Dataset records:

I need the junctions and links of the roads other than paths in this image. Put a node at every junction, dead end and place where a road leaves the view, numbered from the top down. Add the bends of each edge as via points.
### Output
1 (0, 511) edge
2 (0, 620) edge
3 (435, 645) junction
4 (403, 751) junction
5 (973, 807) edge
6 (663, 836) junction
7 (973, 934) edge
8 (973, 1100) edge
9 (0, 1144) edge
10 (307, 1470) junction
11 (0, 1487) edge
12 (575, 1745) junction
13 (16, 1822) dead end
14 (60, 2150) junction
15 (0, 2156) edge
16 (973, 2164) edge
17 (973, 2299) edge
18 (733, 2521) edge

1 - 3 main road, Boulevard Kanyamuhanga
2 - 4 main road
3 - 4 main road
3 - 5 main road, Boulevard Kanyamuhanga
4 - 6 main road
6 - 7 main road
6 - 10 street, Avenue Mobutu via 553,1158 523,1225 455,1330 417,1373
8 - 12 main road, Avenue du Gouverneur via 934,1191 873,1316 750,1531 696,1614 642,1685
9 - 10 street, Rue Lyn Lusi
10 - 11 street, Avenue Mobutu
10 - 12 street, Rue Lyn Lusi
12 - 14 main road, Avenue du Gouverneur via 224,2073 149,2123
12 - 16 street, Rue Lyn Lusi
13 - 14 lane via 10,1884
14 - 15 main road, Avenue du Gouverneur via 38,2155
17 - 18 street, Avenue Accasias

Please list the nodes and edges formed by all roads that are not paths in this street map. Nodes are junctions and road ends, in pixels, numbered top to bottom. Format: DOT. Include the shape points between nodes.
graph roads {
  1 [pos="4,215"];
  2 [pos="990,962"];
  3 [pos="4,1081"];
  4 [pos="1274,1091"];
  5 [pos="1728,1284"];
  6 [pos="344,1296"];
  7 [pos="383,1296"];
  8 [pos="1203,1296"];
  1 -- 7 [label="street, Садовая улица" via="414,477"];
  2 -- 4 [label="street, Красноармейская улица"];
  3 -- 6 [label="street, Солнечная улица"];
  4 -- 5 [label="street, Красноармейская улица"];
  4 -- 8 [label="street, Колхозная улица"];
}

* Exercise objective:
Copy out all the records exactly.

* Exercise output:
I need the junctions and links of the roads other than paths in this image. Put a node at every junction, dead end and place where a road leaves the view, numbered from the top down. Add the bends of each edge as via points.
### Output
1 (0, 511) edge
2 (0, 620) edge
3 (435, 645) junction
4 (403, 751) junction
5 (973, 807) edge
6 (663, 836) junction
7 (973, 934) edge
8 (973, 1100) edge
9 (0, 1144) edge
10 (307, 1470) junction
11 (0, 1487) edge
12 (575, 1745) junction
13 (16, 1822) dead end
14 (60, 2150) junction
15 (0, 2156) edge
16 (973, 2164) edge
17 (973, 2299) edge
18 (733, 2521) edge

1 - 3 main road, Boulevard Kanyamuhanga
2 - 4 main road
3 - 4 main road
3 - 5 main road, Boulevard Kanyamuhanga
4 - 6 main road
6 - 7 main road
6 - 10 street, Avenue Mobutu via 553,1158 523,1225 455,1330 417,1373
8 - 12 main road, Avenue du Gouverneur via 934,1191 873,1316 750,1531 696,1614 642,1685
9 - 10 street, Rue Lyn Lusi
10 - 11 street, Avenue Mobutu
10 - 12 street, Rue Lyn Lusi
12 - 14 main road, Avenue du Gouverneur via 224,2073 149,2123
12 - 16 street, Rue Lyn Lusi
13 - 14 lane via 10,1884
14 - 15 main road, Avenue du Gouverneur via 38,2155
17 - 18 street, Avenue Accasias

Please list the nodes and edges formed by all roads that are not paths in this street map. Nodes are junctions and road ends, in pixels, numbered top to bottom. Format: DOT. Include the shape points between nodes.
graph roads {
  1 [pos="4,215"];
  2 [pos="990,962"];
  3 [pos="4,1081"];
  4 [pos="1274,1091"];
  5 [pos="1728,1284"];
  6 [pos="344,1296"];
  7 [pos="383,1296"];
  8 [pos="1203,1296"];
  1 -- 7 [label="street, Садовая улица" via="414,477"];
  2 -- 4 [label="street, Красноармейская улица"];
  3 -- 6 [label="street, Солнечная улица"];
  4 -- 5 [label="street, Красноармейская улица"];
  4 -- 8 [label="street, Колхозная улица"];
}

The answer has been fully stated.